WORK TASK: In the records below, tally every line containing "street". Report only the total.

START EXCERPTED DATA

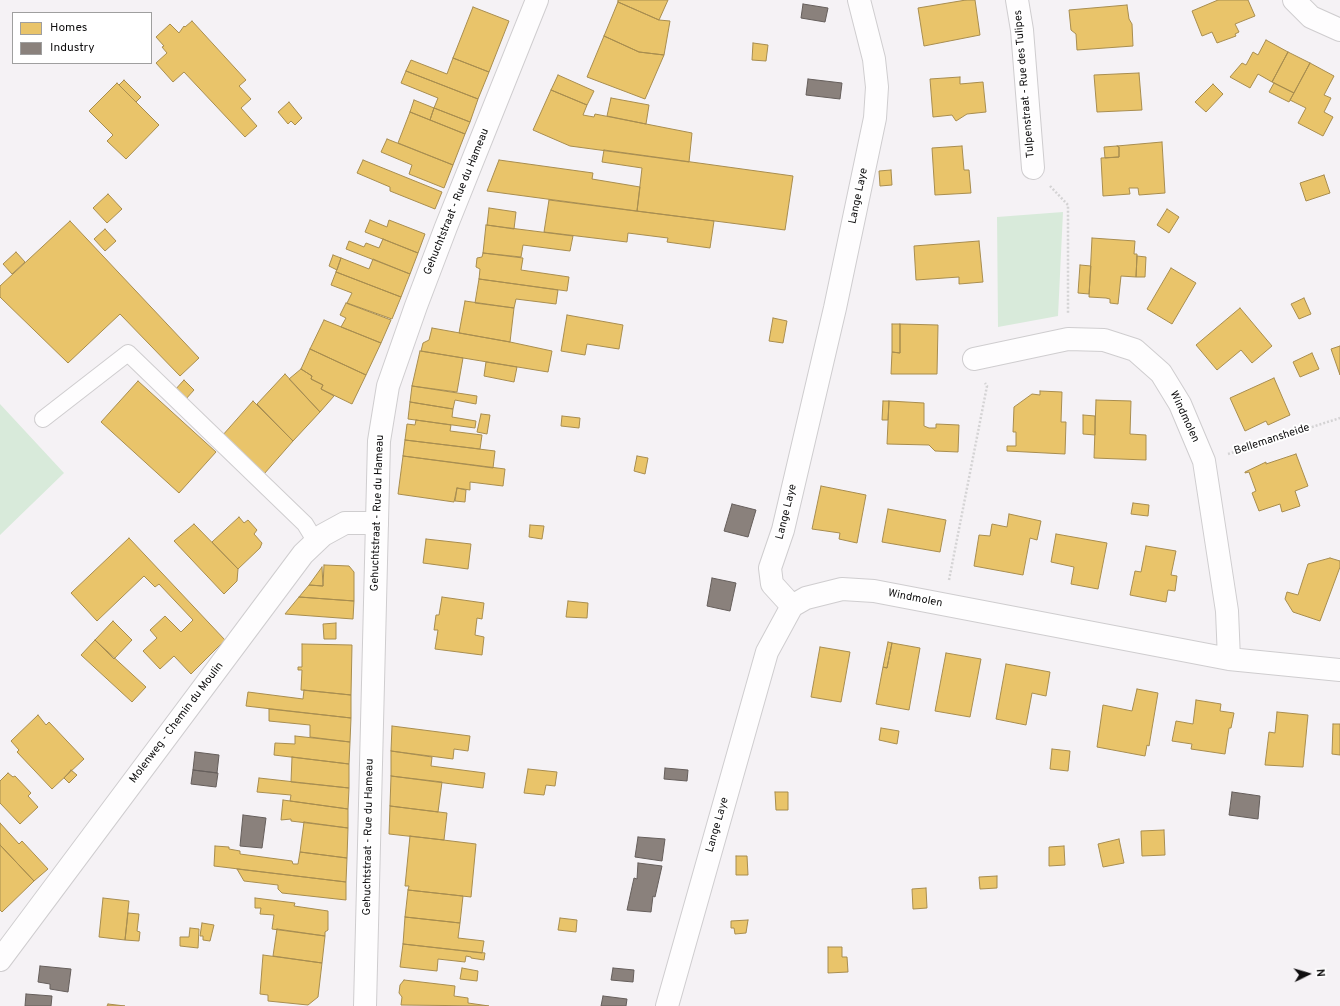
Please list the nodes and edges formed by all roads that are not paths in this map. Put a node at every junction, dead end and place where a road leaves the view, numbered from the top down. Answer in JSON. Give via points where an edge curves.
{"nodes":[{"id":1,"x":537,"y":0,"type":"edge"},
{"id":2,"x":859,"y":0,"type":"edge"},
{"id":3,"x":1017,"y":0,"type":"edge"},
{"id":4,"x":1294,"y":0,"type":"edge"},
{"id":5,"x":1340,"y":30,"type":"edge"},
{"id":6,"x":1033,"y":168,"type":"road end"},
{"id":7,"x":974,"y":359,"type":"road end"},
{"id":8,"x":43,"y":419,"type":"dead end"},
{"id":9,"x":377,"y":523,"type":"junction"},
{"id":10,"x":316,"y":542,"type":"junction"},
{"id":11,"x":792,"y":606,"type":"junction"},
{"id":12,"x":1229,"y":659,"type":"junction"},
{"id":13,"x":1340,"y":670,"type":"edge"},
{"id":14,"x":0,"y":960,"type":"edge"},
{"id":15,"x":365,"y":1006,"type":"edge"},
{"id":16,"x":667,"y":1006,"type":"edge"}],
"edges":[{"from":1,"to":9,"type":"street","name":"Gehuchtstraat - Rue du Hameau","via":[[446,227],[388,386],[379,442]]},
{"from":2,"to":11,"type":"street","name":"Lange Laye","via":[[874,59],[877,87],[875,118],[835,308],[783,530],[770,568],[772,584]]},
{"from":3,"to":6,"type":"street","name":"Tulpenstraat - Rue des Tulipes","via":[[1022,30]]},
{"from":4,"to":5,"type":"street","via":[[1311,17]]},
{"from":7,"to":12,"type":"street","name":"Windmolen","via":[[1068,339],[1104,340],[1135,350],[1161,373],[1180,404],[1204,461],[1227,611]]},
{"from":8,"to":10,"type":"lane","via":[[128,353],[305,524]]},
{"from":9,"to":10,"type":"street","name":"Molenweg - Chemin du Moulin","via":[[346,523],[323,535]]},
{"from":9,"to":15,"type":"street","name":"Gehuchtstraat - Rue du Hameau"},
{"from":10,"to":14,"type":"street","name":"Molenweg - Chemin du Moulin","via":[[303,554]]},
{"from":11,"to":12,"type":"street","name":"Windmolen","via":[[806,598],[842,589],[874,591]]},
{"from":11,"to":16,"type":"street","name":"Lange Laye","via":[[767,652]]},
{"from":12,"to":13,"type":"street","name":"Windmolen"}]}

END EXCERPTED DATA

ANSWER TO THE EXERCISE: 11